* [Problem] Retype only the lines at the head of the records, first through the one with "filter:drop-shadow(1px 0 #527249)", exactly as written.

══════════════════════════════

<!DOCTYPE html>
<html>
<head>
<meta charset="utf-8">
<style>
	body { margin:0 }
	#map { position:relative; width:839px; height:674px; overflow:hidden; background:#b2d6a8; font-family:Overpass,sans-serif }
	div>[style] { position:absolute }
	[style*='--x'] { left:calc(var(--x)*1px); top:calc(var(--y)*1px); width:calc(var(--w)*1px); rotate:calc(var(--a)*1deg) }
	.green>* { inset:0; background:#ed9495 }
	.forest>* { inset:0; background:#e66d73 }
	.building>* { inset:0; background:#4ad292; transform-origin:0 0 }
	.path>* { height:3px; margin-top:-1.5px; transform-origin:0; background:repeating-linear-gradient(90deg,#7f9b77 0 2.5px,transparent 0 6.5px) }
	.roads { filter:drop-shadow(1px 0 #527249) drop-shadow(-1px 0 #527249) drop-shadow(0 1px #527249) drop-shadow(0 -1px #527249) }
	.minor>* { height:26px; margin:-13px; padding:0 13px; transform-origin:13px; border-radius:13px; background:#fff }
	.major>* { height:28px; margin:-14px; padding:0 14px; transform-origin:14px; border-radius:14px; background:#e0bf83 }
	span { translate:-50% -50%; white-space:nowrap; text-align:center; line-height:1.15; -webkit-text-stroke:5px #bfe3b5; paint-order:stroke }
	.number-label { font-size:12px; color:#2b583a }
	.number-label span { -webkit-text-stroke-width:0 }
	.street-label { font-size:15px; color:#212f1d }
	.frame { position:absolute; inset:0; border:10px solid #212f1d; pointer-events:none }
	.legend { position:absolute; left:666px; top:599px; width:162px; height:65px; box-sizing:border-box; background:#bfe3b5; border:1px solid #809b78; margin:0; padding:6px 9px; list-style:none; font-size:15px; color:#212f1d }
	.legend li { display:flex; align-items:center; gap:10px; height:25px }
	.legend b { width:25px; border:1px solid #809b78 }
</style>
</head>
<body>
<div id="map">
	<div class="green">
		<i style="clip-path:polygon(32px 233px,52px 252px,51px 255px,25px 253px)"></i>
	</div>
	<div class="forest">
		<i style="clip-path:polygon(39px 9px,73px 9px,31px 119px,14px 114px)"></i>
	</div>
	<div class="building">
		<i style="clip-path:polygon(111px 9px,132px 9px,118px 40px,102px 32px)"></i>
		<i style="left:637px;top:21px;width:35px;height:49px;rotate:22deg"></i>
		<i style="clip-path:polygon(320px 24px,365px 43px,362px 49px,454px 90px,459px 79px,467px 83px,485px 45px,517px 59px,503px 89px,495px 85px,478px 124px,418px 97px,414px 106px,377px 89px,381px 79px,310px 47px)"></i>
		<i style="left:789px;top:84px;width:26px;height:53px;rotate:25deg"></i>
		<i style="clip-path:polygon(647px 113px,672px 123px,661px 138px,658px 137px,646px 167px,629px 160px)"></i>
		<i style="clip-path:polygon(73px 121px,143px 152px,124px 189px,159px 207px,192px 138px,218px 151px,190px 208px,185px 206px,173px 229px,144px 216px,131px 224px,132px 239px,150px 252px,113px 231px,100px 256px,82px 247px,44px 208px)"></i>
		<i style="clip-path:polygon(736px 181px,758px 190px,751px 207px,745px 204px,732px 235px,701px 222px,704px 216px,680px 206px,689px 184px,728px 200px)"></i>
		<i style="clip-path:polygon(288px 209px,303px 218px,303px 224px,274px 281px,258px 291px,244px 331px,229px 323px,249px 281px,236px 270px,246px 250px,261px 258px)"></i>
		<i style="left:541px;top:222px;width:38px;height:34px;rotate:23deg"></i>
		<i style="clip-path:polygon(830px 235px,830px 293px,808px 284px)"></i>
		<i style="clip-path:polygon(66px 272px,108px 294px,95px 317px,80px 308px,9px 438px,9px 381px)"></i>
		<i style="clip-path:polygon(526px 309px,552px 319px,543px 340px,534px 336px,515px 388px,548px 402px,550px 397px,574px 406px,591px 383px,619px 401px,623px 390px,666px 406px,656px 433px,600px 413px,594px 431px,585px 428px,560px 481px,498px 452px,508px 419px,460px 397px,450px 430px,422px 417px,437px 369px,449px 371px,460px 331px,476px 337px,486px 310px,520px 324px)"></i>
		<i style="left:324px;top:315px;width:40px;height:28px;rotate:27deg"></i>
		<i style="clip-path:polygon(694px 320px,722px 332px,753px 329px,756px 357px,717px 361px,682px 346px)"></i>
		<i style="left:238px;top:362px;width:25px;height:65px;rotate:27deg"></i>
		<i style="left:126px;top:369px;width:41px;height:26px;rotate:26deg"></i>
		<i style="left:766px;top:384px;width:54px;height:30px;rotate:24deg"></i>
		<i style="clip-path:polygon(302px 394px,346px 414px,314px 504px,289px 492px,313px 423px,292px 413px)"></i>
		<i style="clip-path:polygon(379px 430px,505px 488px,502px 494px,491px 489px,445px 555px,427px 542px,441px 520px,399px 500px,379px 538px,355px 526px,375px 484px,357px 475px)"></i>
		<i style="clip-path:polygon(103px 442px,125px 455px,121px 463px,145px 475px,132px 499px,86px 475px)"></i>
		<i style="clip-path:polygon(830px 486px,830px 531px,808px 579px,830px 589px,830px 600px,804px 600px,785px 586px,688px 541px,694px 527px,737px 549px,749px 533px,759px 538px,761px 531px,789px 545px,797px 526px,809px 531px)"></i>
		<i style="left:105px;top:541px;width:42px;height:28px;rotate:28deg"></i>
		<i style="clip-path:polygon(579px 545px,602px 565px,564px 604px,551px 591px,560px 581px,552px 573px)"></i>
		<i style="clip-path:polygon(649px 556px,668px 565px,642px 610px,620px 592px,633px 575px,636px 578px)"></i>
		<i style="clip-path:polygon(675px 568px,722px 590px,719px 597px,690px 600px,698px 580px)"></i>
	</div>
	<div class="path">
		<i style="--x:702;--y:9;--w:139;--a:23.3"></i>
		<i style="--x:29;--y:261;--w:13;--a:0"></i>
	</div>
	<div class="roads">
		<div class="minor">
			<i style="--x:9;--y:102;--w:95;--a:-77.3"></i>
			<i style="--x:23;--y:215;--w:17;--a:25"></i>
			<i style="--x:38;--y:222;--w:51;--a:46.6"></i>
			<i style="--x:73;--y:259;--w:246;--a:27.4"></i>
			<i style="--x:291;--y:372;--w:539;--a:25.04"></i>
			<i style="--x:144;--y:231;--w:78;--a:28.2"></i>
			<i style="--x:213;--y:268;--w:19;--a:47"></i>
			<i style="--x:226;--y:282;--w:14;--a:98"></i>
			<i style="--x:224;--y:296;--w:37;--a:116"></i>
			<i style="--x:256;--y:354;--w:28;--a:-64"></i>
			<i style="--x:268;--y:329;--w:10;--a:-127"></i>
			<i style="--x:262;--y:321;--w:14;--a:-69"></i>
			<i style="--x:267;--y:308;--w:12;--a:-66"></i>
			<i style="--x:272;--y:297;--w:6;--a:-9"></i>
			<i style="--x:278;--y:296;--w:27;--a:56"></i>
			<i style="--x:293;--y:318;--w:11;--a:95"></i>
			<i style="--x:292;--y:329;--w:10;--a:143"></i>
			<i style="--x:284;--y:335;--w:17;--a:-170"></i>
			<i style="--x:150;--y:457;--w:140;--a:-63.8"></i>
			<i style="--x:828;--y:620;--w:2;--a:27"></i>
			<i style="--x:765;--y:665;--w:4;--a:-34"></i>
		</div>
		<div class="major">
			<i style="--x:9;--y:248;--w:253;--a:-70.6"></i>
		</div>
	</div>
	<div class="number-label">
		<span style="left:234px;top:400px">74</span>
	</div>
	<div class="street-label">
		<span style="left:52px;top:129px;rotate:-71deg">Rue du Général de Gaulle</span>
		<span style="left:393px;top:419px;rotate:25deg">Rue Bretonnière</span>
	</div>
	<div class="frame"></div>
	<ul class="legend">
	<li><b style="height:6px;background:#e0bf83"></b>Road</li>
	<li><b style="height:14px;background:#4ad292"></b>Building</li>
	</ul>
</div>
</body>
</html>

══════════════════════════════

* [Answer section]
<!DOCTYPE html>
<html>
<head>
<meta charset="utf-8">
<style>
	body { margin:0 }
	#map { position:relative; width:839px; height:674px; overflow:hidden; background:#b2d6a8; font-family:Overpass,sans-serif }
	div>[style] { position:absolute }
	[style*='--x'] { left:calc(var(--x)*1px); top:calc(var(--y)*1px); width:calc(var(--w)*1px); rotate:calc(var(--a)*1deg) }
	.green>* { inset:0; background:#ed9495 }
	.forest>* { inset:0; background:#e66d73 }
	.building>* { inset:0; background:#4ad292; transform-origin:0 0 }
	.path>* { height:3px; margin-top:-1.5px; transform-origin:0; background:repeating-linear-gradient(90deg,#7f9b77 0 2.5px,transparent 0 6.5px) }
	.roads { filter:drop-shadow(1px 0 #527249) drop-shadow(-1px 0 #527249) drop-shadow(0 1px #527249) drop-shadow(0 -1px #527249) }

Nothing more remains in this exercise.